Ava is not expected to reason about what reactions may be impossible. The team should mark trash as if any reaction was possible for Reuben.
### Help Yourself Promise Delay
When a help yourself clue touches multiple unclued cards, position is not promised until the focused card is immediately playable.
### Good touch queue timing
A card becomes queued from good touch the moment that it becomes immediately playable or trash from global empathy, or will become playable after that players other queued plays.
If there are more touched candidates than possible playables, none are queued without further help.
### Hot and cold clues
The Cold Phase starts when score hits 10. The card drawn by the 10th play is the first chop.
Alice is cold = Alice is locked or it's the cold phase and Alice does not know about a play
Bob is reversible whenever he has a play. He is also reversible when he has known trash and Alice is cold or Cathy is locked
A player is skippable whenever they have a queued play and the other doesn't. A player is also skippable if they have known trash and Alice is cold
The meaning of "skippable" and reversible is given below in [How do we tell whether a clue is stable or reactive?](#How-do-we-tell-whether-a-clue-is-stable-or-reactive)
> We say a player is "skippable" if Alice is allowed to give a clue which "skips over them" (i.e. gives them an opportunity to react) without assigning them a safe action.
> We say that Bob is "reversible" when Alice can clue Bob, expecting him to take an already known action and entertain a reverse reactive/bad stable clue.
>
> When Bob is skippable, Alice can give good stable clues to Cathy.

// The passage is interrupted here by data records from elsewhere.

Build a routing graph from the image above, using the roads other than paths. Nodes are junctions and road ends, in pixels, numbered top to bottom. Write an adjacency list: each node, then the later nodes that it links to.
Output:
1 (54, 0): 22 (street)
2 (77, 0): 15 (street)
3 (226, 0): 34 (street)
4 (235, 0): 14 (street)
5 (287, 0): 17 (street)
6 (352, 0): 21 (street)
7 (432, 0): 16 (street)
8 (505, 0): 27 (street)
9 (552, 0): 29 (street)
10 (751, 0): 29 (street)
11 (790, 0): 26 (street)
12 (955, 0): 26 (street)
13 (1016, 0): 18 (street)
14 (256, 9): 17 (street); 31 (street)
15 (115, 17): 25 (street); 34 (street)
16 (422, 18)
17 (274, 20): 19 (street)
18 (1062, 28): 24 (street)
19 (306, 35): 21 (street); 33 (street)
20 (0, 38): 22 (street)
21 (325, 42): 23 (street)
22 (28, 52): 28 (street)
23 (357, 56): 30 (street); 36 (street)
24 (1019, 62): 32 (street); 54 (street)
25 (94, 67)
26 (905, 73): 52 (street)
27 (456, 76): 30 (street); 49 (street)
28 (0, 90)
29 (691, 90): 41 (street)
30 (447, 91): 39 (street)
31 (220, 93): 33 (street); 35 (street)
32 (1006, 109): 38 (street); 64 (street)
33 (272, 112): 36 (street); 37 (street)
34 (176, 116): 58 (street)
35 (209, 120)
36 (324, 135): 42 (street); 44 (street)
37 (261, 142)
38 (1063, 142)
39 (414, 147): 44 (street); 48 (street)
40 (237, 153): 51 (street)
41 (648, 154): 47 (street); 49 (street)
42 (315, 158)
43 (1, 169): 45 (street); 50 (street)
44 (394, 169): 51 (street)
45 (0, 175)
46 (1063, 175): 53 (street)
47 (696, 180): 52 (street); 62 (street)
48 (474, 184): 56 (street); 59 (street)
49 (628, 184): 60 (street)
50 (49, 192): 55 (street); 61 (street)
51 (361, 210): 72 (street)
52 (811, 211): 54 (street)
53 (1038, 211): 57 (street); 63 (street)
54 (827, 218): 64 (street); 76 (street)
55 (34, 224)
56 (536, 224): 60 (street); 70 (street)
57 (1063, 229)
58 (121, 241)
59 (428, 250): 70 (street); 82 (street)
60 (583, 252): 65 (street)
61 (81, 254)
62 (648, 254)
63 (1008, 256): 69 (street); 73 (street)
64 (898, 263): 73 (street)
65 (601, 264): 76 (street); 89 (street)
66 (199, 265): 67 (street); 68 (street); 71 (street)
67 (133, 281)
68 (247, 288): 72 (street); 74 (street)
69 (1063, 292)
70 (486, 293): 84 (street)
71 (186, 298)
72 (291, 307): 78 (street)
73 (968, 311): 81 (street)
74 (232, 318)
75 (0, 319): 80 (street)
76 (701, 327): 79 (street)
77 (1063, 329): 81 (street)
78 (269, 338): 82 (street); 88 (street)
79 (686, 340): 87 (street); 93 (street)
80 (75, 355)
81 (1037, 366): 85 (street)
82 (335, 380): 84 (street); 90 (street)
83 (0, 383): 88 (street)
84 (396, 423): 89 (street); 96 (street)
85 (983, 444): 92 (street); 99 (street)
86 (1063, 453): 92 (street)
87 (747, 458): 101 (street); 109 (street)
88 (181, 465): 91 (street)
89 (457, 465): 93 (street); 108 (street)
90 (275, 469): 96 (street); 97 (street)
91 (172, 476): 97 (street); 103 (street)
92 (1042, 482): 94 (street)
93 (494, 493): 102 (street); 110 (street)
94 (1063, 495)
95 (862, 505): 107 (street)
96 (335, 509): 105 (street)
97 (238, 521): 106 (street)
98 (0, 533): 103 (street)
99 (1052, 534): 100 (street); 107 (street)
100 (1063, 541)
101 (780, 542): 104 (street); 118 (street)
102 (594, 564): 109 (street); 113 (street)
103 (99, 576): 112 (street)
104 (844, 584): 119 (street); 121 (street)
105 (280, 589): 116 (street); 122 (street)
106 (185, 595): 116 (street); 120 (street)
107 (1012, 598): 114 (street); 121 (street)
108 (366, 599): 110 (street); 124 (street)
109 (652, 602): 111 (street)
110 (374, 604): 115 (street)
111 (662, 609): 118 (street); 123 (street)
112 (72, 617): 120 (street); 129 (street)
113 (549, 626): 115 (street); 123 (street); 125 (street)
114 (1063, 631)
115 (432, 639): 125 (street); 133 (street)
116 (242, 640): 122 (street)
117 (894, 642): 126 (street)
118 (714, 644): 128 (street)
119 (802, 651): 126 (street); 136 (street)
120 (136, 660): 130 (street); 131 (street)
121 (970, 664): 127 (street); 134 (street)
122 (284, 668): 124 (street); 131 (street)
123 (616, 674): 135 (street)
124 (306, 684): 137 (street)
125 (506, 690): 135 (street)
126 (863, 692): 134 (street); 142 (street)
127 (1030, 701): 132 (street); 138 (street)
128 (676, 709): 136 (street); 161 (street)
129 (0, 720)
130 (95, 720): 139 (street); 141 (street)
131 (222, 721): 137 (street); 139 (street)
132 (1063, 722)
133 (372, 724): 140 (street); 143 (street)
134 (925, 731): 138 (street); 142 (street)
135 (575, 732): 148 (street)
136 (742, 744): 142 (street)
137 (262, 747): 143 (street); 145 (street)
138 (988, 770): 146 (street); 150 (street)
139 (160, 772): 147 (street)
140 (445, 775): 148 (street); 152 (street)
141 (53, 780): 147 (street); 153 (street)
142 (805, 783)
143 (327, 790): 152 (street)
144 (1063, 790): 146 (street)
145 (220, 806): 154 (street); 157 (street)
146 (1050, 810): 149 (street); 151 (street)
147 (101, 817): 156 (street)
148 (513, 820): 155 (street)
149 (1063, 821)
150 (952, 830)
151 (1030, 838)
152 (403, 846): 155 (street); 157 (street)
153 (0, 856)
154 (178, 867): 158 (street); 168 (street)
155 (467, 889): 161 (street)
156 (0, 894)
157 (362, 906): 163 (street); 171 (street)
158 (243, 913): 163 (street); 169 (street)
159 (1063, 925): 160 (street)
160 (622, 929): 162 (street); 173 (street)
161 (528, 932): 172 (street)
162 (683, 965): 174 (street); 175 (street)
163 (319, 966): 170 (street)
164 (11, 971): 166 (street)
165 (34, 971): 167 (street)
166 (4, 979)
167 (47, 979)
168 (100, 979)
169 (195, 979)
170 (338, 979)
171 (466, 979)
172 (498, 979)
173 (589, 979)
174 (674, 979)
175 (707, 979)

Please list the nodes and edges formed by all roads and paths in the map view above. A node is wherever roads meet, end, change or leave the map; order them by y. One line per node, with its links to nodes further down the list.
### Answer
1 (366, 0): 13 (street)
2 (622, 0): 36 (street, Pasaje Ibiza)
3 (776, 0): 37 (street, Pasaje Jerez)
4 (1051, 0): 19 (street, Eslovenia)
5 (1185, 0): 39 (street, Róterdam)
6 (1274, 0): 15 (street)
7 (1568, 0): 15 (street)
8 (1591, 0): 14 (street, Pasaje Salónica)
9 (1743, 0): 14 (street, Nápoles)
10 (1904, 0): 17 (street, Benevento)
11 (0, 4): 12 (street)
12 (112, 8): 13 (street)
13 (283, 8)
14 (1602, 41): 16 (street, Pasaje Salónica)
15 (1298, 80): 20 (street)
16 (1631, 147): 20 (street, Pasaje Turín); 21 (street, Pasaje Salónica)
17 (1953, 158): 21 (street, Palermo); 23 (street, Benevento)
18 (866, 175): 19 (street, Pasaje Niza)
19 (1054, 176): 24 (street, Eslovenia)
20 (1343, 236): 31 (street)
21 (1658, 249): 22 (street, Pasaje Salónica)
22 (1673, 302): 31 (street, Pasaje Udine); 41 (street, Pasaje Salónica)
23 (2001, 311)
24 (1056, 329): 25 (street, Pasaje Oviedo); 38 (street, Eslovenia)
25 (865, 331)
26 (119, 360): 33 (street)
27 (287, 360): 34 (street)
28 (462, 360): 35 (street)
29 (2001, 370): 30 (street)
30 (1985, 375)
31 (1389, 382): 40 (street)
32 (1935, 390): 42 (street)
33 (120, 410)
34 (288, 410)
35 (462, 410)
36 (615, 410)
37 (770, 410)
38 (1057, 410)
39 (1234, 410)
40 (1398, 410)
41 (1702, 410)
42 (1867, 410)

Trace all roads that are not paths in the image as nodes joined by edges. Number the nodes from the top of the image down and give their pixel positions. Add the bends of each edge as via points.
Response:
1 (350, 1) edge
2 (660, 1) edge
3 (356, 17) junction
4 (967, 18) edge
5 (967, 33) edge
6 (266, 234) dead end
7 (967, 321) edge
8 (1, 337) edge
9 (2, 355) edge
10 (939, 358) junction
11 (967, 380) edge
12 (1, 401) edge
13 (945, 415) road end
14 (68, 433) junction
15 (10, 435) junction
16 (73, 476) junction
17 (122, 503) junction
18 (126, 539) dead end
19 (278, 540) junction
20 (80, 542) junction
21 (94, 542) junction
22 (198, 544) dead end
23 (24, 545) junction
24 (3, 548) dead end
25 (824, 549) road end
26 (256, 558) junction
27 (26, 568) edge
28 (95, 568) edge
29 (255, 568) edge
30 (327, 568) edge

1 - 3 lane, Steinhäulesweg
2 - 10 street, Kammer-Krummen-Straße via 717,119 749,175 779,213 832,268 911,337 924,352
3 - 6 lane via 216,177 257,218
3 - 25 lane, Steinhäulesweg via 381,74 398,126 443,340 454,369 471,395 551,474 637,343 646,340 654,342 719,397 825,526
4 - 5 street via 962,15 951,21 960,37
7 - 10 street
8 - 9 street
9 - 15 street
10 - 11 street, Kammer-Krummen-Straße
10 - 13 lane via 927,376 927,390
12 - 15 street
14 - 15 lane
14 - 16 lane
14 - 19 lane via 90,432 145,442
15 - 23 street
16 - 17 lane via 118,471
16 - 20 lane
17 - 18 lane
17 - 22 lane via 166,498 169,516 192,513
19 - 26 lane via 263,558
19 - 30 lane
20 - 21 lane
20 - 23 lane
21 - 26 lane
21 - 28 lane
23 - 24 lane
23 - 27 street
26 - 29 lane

> When Bob is not reversible or Bob is skippable and Cathy is as well, Alice can give good stable clues to Bob.
### Stacked reactive clues
When Alice is hot, the first player out of Bob and Cathy to run out of plays is Reuben and the signalled actions are added to the end of Reuben and Avas' queues.
Targeting in Ava's hand is based on play stacks at the time that Reuben runs outs of plays and can interpret the reactive clue.
### Focusing gotten cards
Initial reactive target deprioritizes queued plays.
### Targeting delayed playables
Delayed playable cards can be targeted iff the intervening card(s) are all in Ava's hand
### Reverse reactive cancelling
If Alice clues Bob and he immediately takes a play/discard which was not gotten prior to Alice's clue, the team treats Alice's clue as stable
### Direct crosshand dupe extraction
Contrary to what the wiki says, stable clues touching new cards and filling in a cross-hand dupe are focused on the new card. If the clue is only a reclue, then it can indicate a discard of a crosshand dupe.
### Good touch overload avoidance
Good touch playable cards all of whose playable identities are already fully known elswhere are treated as trash.
### Good touch default actions
If you have more good touch candidates than playable identities, none are automatically queued, but you cannot be given ptd, if left to your own devices, your default action is to play rightmost.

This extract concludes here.